Gavin Roach’s Who Do You See? and Any Womb Will Do are both playing back to back at the King Street Theatre as part of the Sydney Fringe festival. Both are written by Roach, however he only appears on stage in the latter.
So, first to Any Womb Will Do. Roach plays Felix, a single, 30-something, gay male who has reached the point in his life where he wants to have children. This story is told as a single monologue and Roach has selected and presented his material well for not only is it relevant to the gay community but it is something all people can relate to, which gives it an added poignancy and depth. The humour is quite well observed, and Roach clearly has a good handle on this character whose hopes, dreams and quirks feel very genuine. At heart there is something quite tragic about a desire that may never be ascertained even though the optimistic and delightful Felix maintains his belief throughout the entirety of the performance.

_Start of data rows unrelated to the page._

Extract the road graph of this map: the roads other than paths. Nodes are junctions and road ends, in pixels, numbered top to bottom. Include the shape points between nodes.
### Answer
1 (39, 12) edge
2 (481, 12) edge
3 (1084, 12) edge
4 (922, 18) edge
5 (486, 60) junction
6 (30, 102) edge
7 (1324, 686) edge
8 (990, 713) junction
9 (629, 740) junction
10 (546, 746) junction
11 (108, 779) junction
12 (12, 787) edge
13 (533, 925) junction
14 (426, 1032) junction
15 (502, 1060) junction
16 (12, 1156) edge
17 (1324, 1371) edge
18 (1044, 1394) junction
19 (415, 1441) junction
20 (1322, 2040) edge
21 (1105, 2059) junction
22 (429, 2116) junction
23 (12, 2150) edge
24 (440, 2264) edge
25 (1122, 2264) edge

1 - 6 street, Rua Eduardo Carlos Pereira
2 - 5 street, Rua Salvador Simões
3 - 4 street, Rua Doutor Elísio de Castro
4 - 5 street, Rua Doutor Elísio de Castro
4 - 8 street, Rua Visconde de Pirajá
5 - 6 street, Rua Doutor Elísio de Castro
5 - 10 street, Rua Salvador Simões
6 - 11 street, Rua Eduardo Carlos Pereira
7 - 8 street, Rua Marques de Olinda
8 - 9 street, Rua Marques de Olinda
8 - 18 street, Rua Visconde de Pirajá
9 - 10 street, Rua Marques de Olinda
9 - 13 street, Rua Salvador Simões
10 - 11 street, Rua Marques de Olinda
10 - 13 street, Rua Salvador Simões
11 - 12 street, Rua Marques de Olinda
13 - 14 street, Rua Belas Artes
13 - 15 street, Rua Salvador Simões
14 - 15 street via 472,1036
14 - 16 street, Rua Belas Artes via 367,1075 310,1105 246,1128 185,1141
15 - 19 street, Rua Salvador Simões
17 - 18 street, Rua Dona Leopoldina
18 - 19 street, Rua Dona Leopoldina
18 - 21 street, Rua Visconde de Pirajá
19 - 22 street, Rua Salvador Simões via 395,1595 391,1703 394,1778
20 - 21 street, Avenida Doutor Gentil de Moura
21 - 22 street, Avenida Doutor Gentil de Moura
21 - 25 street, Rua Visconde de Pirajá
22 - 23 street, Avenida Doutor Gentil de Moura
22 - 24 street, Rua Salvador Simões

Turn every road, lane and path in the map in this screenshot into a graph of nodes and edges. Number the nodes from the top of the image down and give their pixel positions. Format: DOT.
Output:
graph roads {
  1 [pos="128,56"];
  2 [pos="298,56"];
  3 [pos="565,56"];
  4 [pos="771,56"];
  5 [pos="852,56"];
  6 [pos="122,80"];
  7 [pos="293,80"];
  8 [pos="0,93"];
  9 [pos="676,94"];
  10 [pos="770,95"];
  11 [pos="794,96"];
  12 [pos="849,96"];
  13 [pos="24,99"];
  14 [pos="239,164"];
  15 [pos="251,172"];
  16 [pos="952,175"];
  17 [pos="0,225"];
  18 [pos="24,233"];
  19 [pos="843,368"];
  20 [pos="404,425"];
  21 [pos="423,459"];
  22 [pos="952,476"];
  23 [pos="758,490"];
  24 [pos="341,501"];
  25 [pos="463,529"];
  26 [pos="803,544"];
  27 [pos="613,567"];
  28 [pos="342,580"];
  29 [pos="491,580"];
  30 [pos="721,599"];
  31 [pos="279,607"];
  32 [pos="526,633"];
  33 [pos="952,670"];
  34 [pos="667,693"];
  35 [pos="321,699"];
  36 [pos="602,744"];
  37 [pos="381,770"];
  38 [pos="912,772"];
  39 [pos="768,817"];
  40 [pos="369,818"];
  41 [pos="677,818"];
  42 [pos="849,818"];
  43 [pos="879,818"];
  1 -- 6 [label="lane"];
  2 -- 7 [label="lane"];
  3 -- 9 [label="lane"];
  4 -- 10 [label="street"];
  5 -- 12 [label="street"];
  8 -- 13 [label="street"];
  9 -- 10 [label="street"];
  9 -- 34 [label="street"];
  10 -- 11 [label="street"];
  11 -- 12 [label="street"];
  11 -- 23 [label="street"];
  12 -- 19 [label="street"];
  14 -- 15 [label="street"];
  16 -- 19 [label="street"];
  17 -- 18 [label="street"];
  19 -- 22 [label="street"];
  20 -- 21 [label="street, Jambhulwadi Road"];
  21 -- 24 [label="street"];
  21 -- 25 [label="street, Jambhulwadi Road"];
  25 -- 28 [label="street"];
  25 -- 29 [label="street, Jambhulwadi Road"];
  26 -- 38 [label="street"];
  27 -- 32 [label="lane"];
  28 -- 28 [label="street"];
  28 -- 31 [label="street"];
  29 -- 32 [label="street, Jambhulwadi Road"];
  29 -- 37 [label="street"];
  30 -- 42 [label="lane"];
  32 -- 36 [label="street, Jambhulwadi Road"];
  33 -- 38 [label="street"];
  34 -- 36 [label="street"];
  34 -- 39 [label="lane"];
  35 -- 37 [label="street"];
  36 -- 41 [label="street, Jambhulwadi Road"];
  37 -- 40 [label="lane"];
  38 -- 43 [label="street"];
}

Gavin Roach is an engaging performer. He delivers the comedy with crisp timing and a twinkle in his eye and can smoothly transition from the funny to the serious. Roach also maintains a good energy which is absolutely essential in a one-man show. Whilst the audience was never bored, it would have been nice to see Roach extend himself during the crucial dramatic moments, perhaps allowing for longer pauses or even letting his guard down further to really demonstrate the character’s vulnerability. Generally however, Roach gives a convincing and heartfelt performance and should be congratulated.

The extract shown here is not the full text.